• Provided records:
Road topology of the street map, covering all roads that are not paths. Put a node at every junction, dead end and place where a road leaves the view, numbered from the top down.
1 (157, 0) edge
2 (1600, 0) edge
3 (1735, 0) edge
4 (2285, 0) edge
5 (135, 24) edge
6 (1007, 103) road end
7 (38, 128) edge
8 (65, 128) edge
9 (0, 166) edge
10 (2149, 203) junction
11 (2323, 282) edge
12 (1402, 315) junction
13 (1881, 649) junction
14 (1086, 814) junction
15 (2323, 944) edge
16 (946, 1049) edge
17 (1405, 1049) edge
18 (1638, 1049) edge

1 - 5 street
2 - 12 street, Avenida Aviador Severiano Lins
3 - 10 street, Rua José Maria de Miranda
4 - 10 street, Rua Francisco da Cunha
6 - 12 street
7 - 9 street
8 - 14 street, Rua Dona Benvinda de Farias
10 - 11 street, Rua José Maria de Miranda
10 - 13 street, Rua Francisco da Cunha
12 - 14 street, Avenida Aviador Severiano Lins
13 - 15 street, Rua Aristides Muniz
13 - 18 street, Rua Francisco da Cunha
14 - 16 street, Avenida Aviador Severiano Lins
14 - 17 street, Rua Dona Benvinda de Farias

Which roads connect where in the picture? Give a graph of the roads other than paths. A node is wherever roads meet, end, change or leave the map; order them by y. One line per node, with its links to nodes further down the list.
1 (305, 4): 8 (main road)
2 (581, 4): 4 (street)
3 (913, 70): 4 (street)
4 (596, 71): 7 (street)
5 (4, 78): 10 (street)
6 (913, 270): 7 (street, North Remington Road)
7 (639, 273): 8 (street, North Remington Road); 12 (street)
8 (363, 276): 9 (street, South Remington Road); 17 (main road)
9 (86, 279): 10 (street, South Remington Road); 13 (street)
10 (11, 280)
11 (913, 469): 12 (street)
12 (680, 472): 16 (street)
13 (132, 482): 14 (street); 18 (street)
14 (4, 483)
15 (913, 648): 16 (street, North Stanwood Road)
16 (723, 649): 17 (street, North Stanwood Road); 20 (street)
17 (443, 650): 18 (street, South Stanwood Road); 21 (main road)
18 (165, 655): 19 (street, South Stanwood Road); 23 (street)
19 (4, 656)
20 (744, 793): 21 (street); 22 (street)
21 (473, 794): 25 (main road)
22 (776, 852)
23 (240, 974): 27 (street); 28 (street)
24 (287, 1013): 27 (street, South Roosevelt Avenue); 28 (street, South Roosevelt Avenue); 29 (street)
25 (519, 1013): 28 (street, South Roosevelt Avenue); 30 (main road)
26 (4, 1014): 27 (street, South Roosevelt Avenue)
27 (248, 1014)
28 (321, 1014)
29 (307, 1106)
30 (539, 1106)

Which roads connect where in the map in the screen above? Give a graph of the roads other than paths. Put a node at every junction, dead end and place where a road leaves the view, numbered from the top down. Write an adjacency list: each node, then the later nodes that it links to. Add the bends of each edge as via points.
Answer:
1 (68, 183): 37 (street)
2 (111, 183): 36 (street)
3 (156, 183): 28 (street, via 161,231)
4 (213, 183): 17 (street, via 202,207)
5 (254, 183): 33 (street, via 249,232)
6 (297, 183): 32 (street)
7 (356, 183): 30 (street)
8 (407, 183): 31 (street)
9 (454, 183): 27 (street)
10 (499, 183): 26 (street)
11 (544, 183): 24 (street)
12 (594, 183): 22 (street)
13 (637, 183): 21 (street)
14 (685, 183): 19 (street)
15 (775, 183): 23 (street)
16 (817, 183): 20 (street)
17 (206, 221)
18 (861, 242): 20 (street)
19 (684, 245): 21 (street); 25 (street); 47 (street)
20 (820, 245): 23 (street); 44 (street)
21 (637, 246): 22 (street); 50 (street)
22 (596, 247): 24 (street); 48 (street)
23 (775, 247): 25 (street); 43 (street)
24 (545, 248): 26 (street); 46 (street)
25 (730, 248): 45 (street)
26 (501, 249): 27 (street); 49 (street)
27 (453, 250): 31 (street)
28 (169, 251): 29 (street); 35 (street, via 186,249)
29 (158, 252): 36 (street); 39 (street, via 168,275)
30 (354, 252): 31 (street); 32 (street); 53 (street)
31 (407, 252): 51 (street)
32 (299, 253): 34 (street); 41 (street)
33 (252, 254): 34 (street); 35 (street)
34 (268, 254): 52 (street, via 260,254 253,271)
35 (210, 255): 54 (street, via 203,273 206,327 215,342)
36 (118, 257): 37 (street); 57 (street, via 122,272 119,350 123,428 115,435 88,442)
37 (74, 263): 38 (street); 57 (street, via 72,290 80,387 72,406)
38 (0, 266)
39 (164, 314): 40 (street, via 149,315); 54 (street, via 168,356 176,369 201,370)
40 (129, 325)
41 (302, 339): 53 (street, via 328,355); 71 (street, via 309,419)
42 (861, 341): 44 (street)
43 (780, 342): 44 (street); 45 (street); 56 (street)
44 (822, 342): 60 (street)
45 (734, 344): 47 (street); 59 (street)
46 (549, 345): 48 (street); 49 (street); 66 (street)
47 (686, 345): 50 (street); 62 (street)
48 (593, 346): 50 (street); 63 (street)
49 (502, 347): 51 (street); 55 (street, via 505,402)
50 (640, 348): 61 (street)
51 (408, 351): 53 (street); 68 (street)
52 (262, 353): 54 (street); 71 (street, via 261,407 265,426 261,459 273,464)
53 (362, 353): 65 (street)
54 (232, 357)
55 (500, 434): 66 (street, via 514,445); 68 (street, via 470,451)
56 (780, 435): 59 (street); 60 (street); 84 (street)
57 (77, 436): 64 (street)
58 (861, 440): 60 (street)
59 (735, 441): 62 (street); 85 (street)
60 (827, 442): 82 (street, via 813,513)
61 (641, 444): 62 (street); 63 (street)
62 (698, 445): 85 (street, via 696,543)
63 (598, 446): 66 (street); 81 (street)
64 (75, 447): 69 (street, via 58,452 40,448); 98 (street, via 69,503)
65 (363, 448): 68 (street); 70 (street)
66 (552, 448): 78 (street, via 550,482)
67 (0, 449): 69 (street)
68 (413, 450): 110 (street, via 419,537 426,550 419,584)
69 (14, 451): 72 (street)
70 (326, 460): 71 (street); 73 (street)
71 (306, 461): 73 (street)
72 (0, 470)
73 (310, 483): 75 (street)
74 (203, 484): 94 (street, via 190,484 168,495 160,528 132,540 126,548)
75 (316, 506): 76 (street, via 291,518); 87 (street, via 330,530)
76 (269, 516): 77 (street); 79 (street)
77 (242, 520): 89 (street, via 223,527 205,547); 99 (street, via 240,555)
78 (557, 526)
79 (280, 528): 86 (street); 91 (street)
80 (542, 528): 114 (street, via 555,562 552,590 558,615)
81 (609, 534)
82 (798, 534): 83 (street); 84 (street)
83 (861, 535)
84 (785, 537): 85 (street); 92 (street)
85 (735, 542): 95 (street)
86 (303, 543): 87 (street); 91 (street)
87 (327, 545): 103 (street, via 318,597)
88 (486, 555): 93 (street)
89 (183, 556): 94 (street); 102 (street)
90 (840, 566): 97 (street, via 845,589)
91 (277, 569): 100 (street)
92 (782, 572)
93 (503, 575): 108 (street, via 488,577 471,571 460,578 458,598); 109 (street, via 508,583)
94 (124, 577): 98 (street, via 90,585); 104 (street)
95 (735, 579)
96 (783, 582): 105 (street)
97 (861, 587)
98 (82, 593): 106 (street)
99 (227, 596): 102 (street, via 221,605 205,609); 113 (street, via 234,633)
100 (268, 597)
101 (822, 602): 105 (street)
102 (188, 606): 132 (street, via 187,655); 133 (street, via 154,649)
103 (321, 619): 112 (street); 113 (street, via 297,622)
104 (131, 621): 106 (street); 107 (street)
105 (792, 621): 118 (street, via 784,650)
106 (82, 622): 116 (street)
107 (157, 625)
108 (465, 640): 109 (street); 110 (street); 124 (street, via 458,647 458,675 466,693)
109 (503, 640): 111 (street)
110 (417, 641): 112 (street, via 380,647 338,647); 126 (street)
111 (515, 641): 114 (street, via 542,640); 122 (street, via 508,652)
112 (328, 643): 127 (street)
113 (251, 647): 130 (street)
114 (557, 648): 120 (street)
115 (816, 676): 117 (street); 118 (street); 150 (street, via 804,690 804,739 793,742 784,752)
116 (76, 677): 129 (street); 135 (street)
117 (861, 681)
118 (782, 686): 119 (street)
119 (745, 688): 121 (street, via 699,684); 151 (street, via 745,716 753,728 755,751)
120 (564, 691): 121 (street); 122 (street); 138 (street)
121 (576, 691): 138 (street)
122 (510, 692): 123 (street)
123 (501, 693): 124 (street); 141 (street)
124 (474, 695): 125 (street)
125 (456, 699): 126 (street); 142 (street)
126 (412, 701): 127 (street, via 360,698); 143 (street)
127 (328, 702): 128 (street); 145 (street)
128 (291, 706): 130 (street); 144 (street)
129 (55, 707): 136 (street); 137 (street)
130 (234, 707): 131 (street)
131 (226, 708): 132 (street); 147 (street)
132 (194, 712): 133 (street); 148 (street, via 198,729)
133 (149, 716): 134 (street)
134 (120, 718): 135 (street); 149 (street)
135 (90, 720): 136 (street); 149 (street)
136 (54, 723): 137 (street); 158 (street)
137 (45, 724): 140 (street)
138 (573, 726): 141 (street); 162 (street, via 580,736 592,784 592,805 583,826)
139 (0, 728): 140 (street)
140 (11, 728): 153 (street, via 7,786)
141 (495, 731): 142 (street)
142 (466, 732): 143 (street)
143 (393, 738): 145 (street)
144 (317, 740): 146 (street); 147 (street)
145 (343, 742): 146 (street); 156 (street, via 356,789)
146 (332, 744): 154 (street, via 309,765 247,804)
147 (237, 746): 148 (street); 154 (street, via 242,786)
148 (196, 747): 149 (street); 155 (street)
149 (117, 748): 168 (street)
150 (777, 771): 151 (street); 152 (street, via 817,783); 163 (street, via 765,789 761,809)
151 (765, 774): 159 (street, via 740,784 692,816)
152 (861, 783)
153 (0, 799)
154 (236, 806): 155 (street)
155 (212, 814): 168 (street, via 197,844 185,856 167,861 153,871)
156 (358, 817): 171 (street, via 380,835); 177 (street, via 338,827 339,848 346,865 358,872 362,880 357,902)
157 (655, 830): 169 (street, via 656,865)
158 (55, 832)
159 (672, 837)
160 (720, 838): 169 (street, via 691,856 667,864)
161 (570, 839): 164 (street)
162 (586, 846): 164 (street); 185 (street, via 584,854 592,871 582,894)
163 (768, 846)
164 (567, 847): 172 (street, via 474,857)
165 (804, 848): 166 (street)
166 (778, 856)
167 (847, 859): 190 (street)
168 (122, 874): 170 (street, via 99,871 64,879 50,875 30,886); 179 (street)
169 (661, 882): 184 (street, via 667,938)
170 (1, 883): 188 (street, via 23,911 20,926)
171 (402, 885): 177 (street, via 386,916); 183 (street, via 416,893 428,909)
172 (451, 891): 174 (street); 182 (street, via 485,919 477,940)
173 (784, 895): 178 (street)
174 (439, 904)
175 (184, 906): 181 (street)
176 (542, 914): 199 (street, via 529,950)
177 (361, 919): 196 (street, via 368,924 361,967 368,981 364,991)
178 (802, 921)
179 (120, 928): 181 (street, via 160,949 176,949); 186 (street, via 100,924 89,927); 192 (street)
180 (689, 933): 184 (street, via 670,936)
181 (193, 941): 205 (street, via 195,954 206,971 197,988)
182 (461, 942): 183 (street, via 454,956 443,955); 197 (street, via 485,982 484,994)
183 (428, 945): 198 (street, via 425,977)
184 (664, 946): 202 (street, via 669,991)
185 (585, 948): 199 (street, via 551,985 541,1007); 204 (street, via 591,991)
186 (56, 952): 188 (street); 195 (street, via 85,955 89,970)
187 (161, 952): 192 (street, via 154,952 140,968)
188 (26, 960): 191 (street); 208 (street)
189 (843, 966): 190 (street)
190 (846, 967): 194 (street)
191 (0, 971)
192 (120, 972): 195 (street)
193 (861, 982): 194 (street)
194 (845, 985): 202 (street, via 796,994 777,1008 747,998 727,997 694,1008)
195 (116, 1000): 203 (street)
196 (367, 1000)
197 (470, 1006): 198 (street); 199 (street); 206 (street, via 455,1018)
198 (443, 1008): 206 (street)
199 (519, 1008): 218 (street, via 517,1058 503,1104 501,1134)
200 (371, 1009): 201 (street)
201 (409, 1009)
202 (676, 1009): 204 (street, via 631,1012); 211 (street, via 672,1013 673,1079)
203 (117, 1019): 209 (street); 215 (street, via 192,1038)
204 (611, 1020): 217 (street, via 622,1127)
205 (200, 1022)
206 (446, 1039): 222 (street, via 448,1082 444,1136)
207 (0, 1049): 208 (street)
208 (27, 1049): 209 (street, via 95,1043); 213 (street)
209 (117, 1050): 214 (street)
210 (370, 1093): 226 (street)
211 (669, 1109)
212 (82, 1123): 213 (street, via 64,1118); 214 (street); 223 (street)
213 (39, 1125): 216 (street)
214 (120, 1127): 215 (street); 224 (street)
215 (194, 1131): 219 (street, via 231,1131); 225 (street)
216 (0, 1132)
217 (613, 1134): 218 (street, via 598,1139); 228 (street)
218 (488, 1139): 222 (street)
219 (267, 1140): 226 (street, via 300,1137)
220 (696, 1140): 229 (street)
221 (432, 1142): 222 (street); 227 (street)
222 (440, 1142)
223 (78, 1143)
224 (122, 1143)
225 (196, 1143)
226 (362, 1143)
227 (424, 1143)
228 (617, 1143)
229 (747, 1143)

• Description of the task: Copy out only the lines of the records above from the one with "Which roads connect where in the picture?" through the one with "Which roads connect where in the map", exactly as they stand, both included.

• Completed task:
Which roads connect where in the picture? Give a graph of the roads other than paths. A node is wherever roads meet, end, change or leave the map; order them by y. One line per node, with its links to nodes further down the list.
1 (305, 4): 8 (main road)
2 (581, 4): 4 (street)
3 (913, 70): 4 (street)
4 (596, 71): 7 (street)
5 (4, 78): 10 (street)
6 (913, 270): 7 (street, North Remington Road)
7 (639, 273): 8 (street, North Remington Road); 12 (street)
8 (363, 276): 9 (street, South Remington Road); 17 (main road)
9 (86, 279): 10 (street, South Remington Road); 13 (street)
10 (11, 280)
11 (913, 469): 12 (street)
12 (680, 472): 16 (street)
13 (132, 482): 14 (street); 18 (street)
14 (4, 483)
15 (913, 648): 16 (street, North Stanwood Road)
16 (723, 649): 17 (street, North Stanwood Road); 20 (street)
17 (443, 650): 18 (street, South Stanwood Road); 21 (main road)
18 (165, 655): 19 (street, South Stanwood Road); 23 (street)
19 (4, 656)
20 (744, 793): 21 (street); 22 (street)
21 (473, 794): 25 (main road)
22 (776, 852)
23 (240, 974): 27 (street); 28 (street)
24 (287, 1013): 27 (street, South Roosevelt Avenue); 28 (street, South Roosevelt Avenue); 29 (street)
25 (519, 1013): 28 (street, South Roosevelt Avenue); 30 (main road)
26 (4, 1014): 27 (street, South Roosevelt Avenue)
27 (248, 1014)
28 (321, 1014)
29 (307, 1106)
30 (539, 1106)

Which roads connect where in the map in the screen above? Give a graph of the roads other than paths. Put a node at every junction, dead end and place where a road leaves the view, numbered from the top down. Write an adjacency list: each node, then the later nodes that it links to. Add the bends of each edge as via points.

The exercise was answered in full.